I looked on pricewatch.com and was surprised to see that you can buy a processor that clocks in at over 3Ghz. Wow. I mean, how do these speeds keep going up and up? Are there really that many technological advancements that are discovered every couple of weeks? I find that hard to believe. Couldn’t they make a 5Ghz chip if they wanted to? How much more expensive can it be? The only real problem would be overheating, but that isn’t much of a problem is it?
Basically, my question is, why do they keep coming out with faster and faster CPUs so incrementally? Why don’t they make the fastest ones they can make? Do they want you to get into the mentality that there is something newer and faster out there and that you have to go get it? Why would you need such a fast processor anyway? Unless you are going to be playing Doom III, burning a CD, and computing PI at the same time, it seems like a bunch of overkill.
I don’t know what the hell I’m talking about, I’ll go shut up now.
Basically, that’s just the way the technology improves. The engineers keep coming up with improvements that make chips a bit faster than before, and those improvements get incorporated into the new designs.
::Cynical Snigger:: Don’t forget market skimming:
Build a chip that’s 50% faster, then handicap it in increments of 10%. Scale the price for speed accordingly. You’ve now sold much more than if you’ve released just one chip.
The Intel/AMD duopoly tends to keep things ‘honest’, but it’s a practice used in a lot of consumer electronics.
I agree with rabid, but I’m not so cynical on the issue. Chips are made in batches on big pieces of silicon, with acid and lasers being used to etch the tiny, tiny circuitry onto them. So say you design a new chip that, with everything being perfect, runs at 3 Ghz. But out of each batch, only 10% of the chips are perfect. 20% of the chips would see errors or overheat if you go over 2.75 Ghz. Another 25% can only get up to 2.5 Ghz, etc. So you release the semi-defective chips, but lock them so they cannot go faster than you think they can handle, and you sell those chips for less than the perfect, fastest model. As time goes on, your factory gets better at manufacturing the chips, so by the end of the chip’s lifecycle you could push it up to 3.5 Ghz or 4 Ghz without problems. Sometimes at the end of a chip’s life it will be able to go faster than the lowest rated chip from its succesor.

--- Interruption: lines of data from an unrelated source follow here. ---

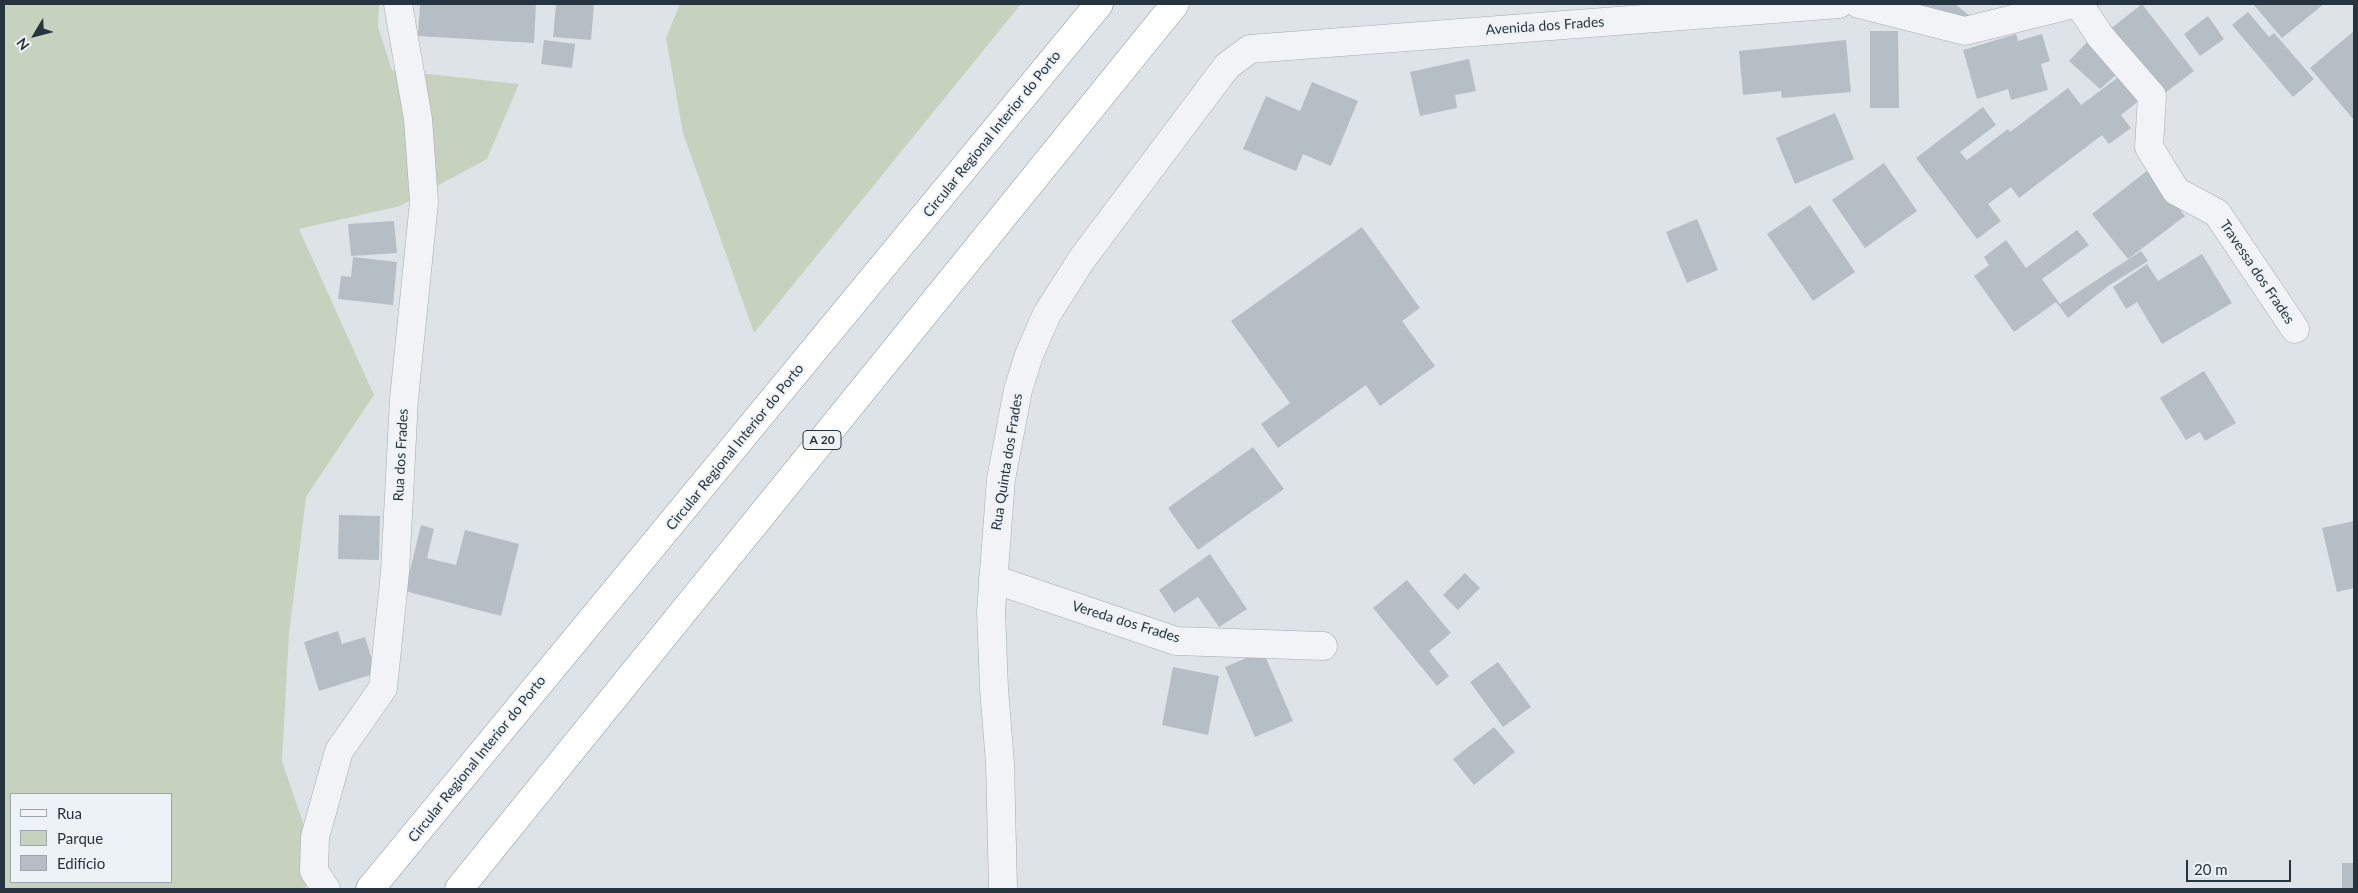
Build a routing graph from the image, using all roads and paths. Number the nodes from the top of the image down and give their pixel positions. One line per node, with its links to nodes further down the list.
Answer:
1 (398, 4): 13 (street, Rua dos Frades)
2 (1099, 4): 14 (highway, Circular Regional Interior do Porto)
3 (1175, 4): 12 (highway, A 20)
4 (1839, 4): 8 (street, Avenida dos Frades)
5 (1858, 4): 6 (street)
6 (2074, 4)
7 (2079, 4): 9 (street, Travessa dos Frades)
8 (1250, 49): 10 (street, Rua Quinta dos Frades)
9 (2295, 329)
10 (993, 579): 11 (street, Vereda dos Frades); 15 (street, Rua Quinta dos Frades)
11 (1323, 646)
12 (464, 883)
13 (326, 889)
14 (370, 889)
15 (1003, 889)

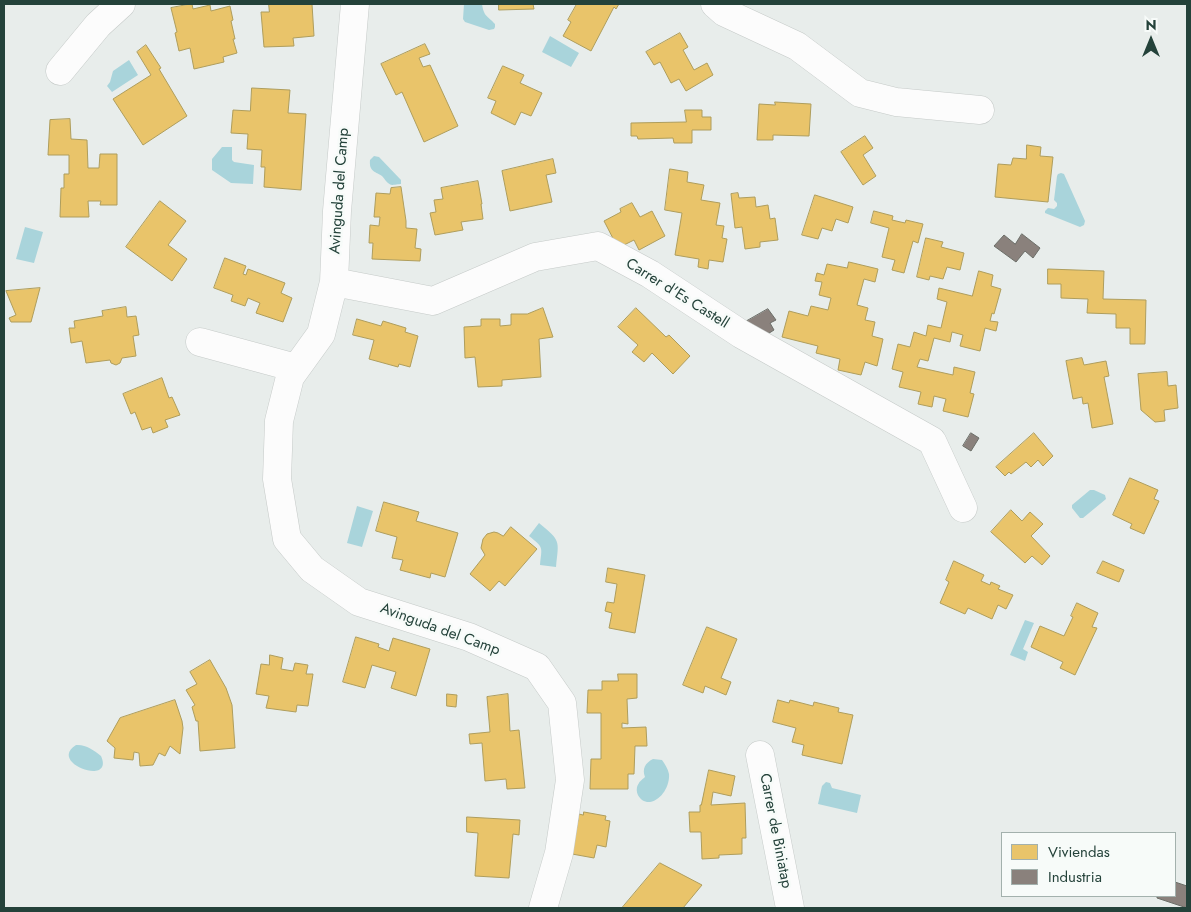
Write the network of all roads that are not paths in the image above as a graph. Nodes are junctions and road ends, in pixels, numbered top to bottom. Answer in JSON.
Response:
{"nodes":[{"id":1,"x":121,"y":4,"type":"edge"},
{"id":2,"x":355,"y":4,"type":"edge"},
{"id":3,"x":715,"y":4,"type":"edge"},
{"id":4,"x":60,"y":71,"type":"dead end"},
{"id":5,"x":980,"y":110,"type":"dead end"},
{"id":6,"x":334,"y":282,"type":"junction"},
{"id":7,"x":200,"y":342,"type":"dead end"},
{"id":8,"x":296,"y":368,"type":"junction"},
{"id":9,"x":963,"y":508,"type":"dead end"},
{"id":10,"x":760,"y":755,"type":"dead end"},
{"id":11,"x":543,"y":908,"type":"edge"},
{"id":12,"x":790,"y":908,"type":"edge"}],
"edges":[{"from":1,"to":4,"type":"street"},
{"from":2,"to":6,"type":"street","name":"Avinguda del Camp"},
{"from":3,"to":5,"type":"street"},
{"from":6,"to":8,"type":"street","name":"Avinguda del Camp"},
{"from":6,"to":9,"type":"street","name":"Carrer d'Es Castell"},
{"from":7,"to":8,"type":"street"},
{"from":8,"to":11,"type":"street","name":"Avinguda del Camp"},
{"from":10,"to":12,"type":"street","name":"Carrer de Biniatap"}]}
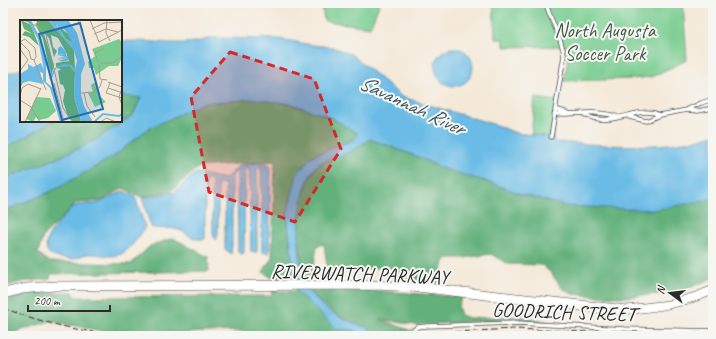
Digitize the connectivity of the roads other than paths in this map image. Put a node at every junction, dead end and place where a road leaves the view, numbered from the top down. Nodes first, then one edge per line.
1 (546, 3) edge
2 (713, 99) edge
3 (713, 108) edge
4 (555, 109) junction
5 (687, 110) junction
6 (568, 113) junction
7 (554, 114) junction
8 (586, 115) junction
9 (660, 115) junction
10 (629, 117) junction
11 (619, 118) junction
12 (551, 137) dead end
13 (281, 285) junction
14 (713, 288) edge
15 (713, 292) edge
16 (4, 294) edge
17 (414, 330) dead end
18 (713, 331) edge

1 - 4 street
2 - 5 street
3 - 5 street
4 - 6 street
4 - 7 street
5 - 9 street
6 - 7 street
6 - 8 street
7 - 12 street
8 - 11 street
8 - 11 street
9 - 10 street
9 - 10 street
10 - 11 street
13 - 14 main road, RIVERWATCH PARKWAY
13 - 15 main road, RIVERWATCH PARKWAY
13 - 16 main road, RIVERWATCH PARKWAY
17 - 18 street, GOODRICH STREET

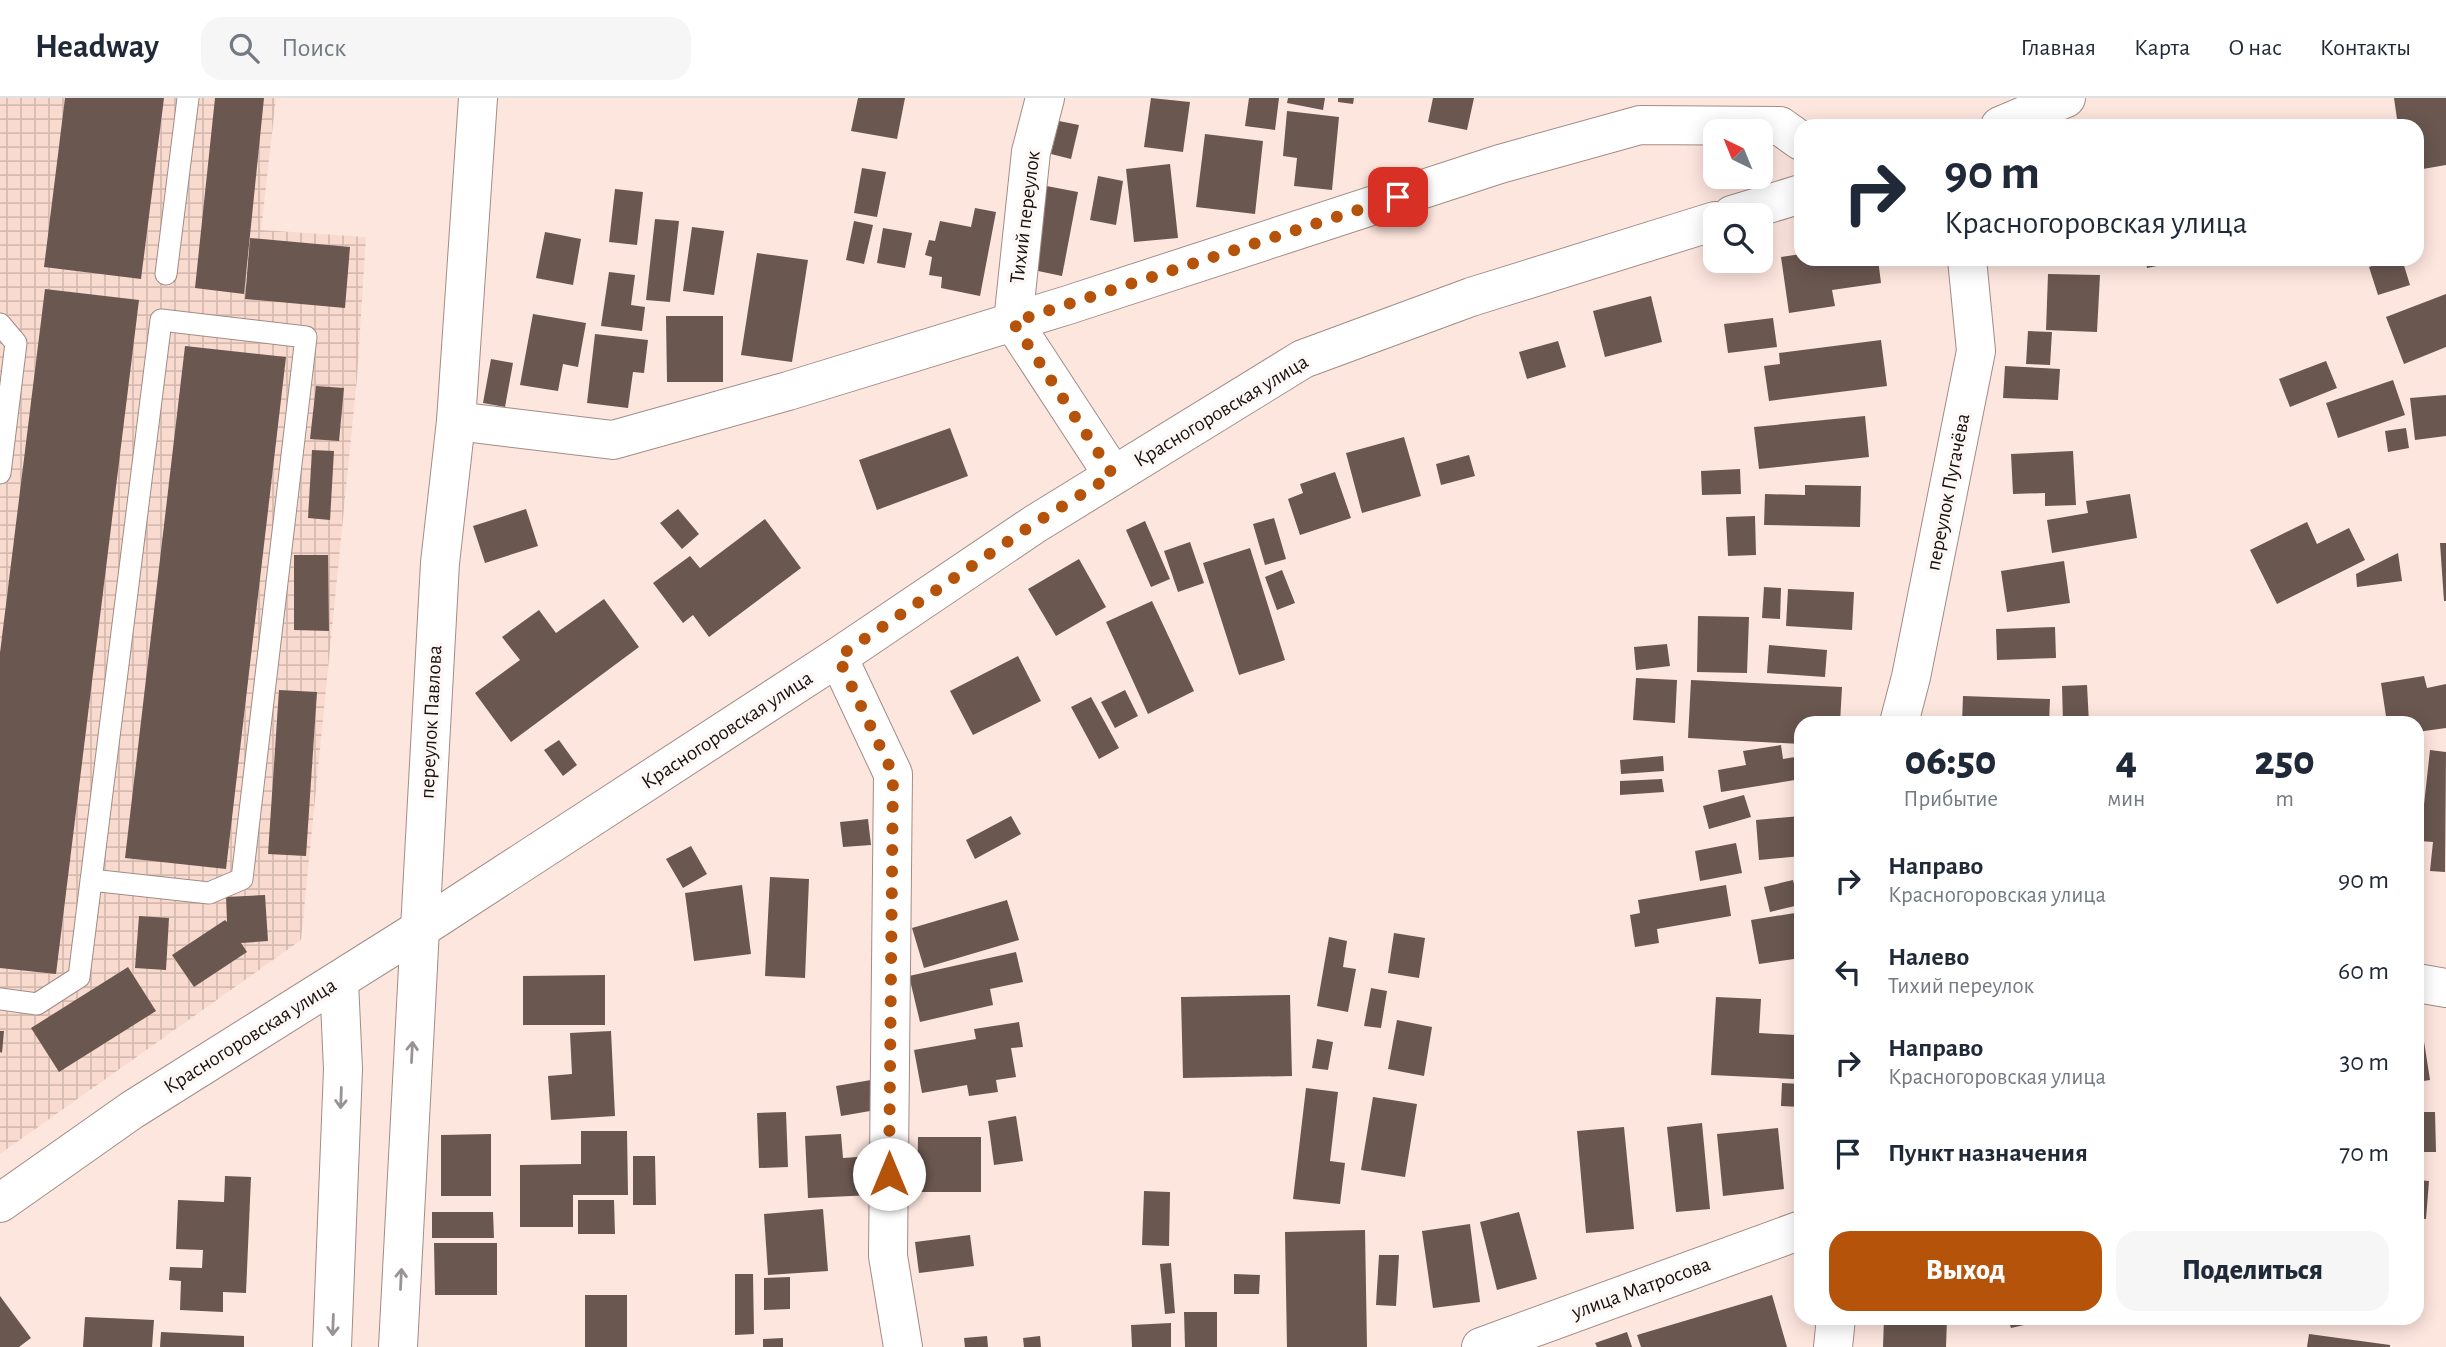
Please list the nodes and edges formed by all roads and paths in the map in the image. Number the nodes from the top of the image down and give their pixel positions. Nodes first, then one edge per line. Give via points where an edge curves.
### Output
1 (188, 98) edge
2 (478, 98) edge
3 (1045, 98) edge
4 (2066, 98) edge
5 (2016, 119) edge
6 (1794, 136) edge
7 (1794, 196) edge
8 (1771, 203) edge
9 (1703, 225) edge
10 (1968, 266) edge
11 (166, 274) dead end
12 (1013, 322) junction
13 (0, 324) edge
14 (457, 421) junction
15 (0, 473) edge
16 (1113, 475) junction
17 (838, 657) junction
18 (1901, 716) edge
19 (91, 880) junction
20 (420, 929) junction
21 (339, 981) junction
22 (2424, 984) edge
23 (2446, 988) edge
24 (0, 999) edge
25 (0, 1203) edge
26 (1794, 1233) edge
27 (1835, 1325) edge
28 (332, 1347) edge
29 (398, 1347) edge
30 (903, 1347) edge
31 (1481, 1347) edge
32 (1833, 1347) edge

1 - 11 lane
2 - 14 street, переулок Павлова
3 - 12 street, Тихий переулок via 1031,152
4 - 5 street
6 - 12 street via 1780,126 1640,125 1500,164
7 - 8 street
9 - 16 street, Красногоровская улица via 1471,298 1303,359
10 - 18 street, переулок Пугачёва via 1976,351
12 - 14 street via 613,440
12 - 16 street
13 - 15 lane via 16,343
14 - 20 street, переулок Павлова via 440,563
16 - 17 street, Красногоровская улица
17 - 20 street, Красногоровская улица
17 - 30 street via 893,774 888,1256
19 - 19 lane via 209,893 242,878 306,337 161,320
19 - 24 lane via 79,977 37,1004
20 - 21 street, Красногоровская улица
29 -> 20 street, переулок Павлова
21 - 25 street, Красногоровская улица via 132,1110
21 -> 28 street via 343,1069
22 - 23 street
26 - 31 street, улица Матросова
27 - 32 street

This helps explain how overclocking works. What overclockers try to do is push their chip, be it on the cpu or their video card, higher than the company rates it and hope it holds up, usually with lots of extra cooling added. But check any major hardware review site will tell you than no two chips can be overclocked to the same level. You might get lucky and get a chip that barely missed being classified as the next speed up, or you could get one that just squeeked by to achieve its rated speed.
It comes down to a matter of economics. Processor manufacturing is not just a matter of making fast CPUs; you also have to make them cheaply and efficiently enough to be able to sell them at a price point people will accept.
You can get processor speed increases either by introducing a completely new design or by tweaking an existing design slightly. It’s cheaper to tinker with an existing design and make incremental improvements, and when you’re dealing with clock cycles on the order of fractions of a nanosecond, every little incremental improvement helps tremendously.
When a new chip design is introduced, it takes a lot of money and time to retool a plant to produce the new chip. Further, when the plant first comes online, yields are typically poor, as mcbiggins described. So companies try to recover these retooling costs over time by mass producing chips, gradually improving upon manufacturing processes and getting the chips produced up to their max specs. If you were to suddenly try to push your design and manufacturing procedures to the limit and develop the fastest processor you could theoretically make, you’d be facing enormous research costs, and research costs just for incremental developments are already pretty hefty. To add insult to injury, you’d then have to shell out large amounts of money to retool your existing plants to produce these speedy chips. After all that, you’d have to spend still more money to refine your manufacturing processes since you’d have no prior experience manufacturing chips with such extremely strict tolerances. All these costs would be passed on to the consumer who would wonder why he would want to buy a 10 GHz (or whatever) processor when a competitor’s 3 GHz chip is just a tiny fraction of the cost. Far better to dust off your spec sheets and try to shrink the gate length a few micrometers and then get some engineers on the task of boosting yields by 5%, far more manageable engineering tasks.
Are we not now to the point where mother board speed and peripheral unit speeds are really more effective in enhancing a home computers performance? In other words, would not a 1.5 Gig processor with a 433 MB be a better deal than a 2.0 Gig processor on a 133 MB?
Or do I need to back to kindergarten?
I am on a 600 Hz X 100 Hz MB and looking to upgrade.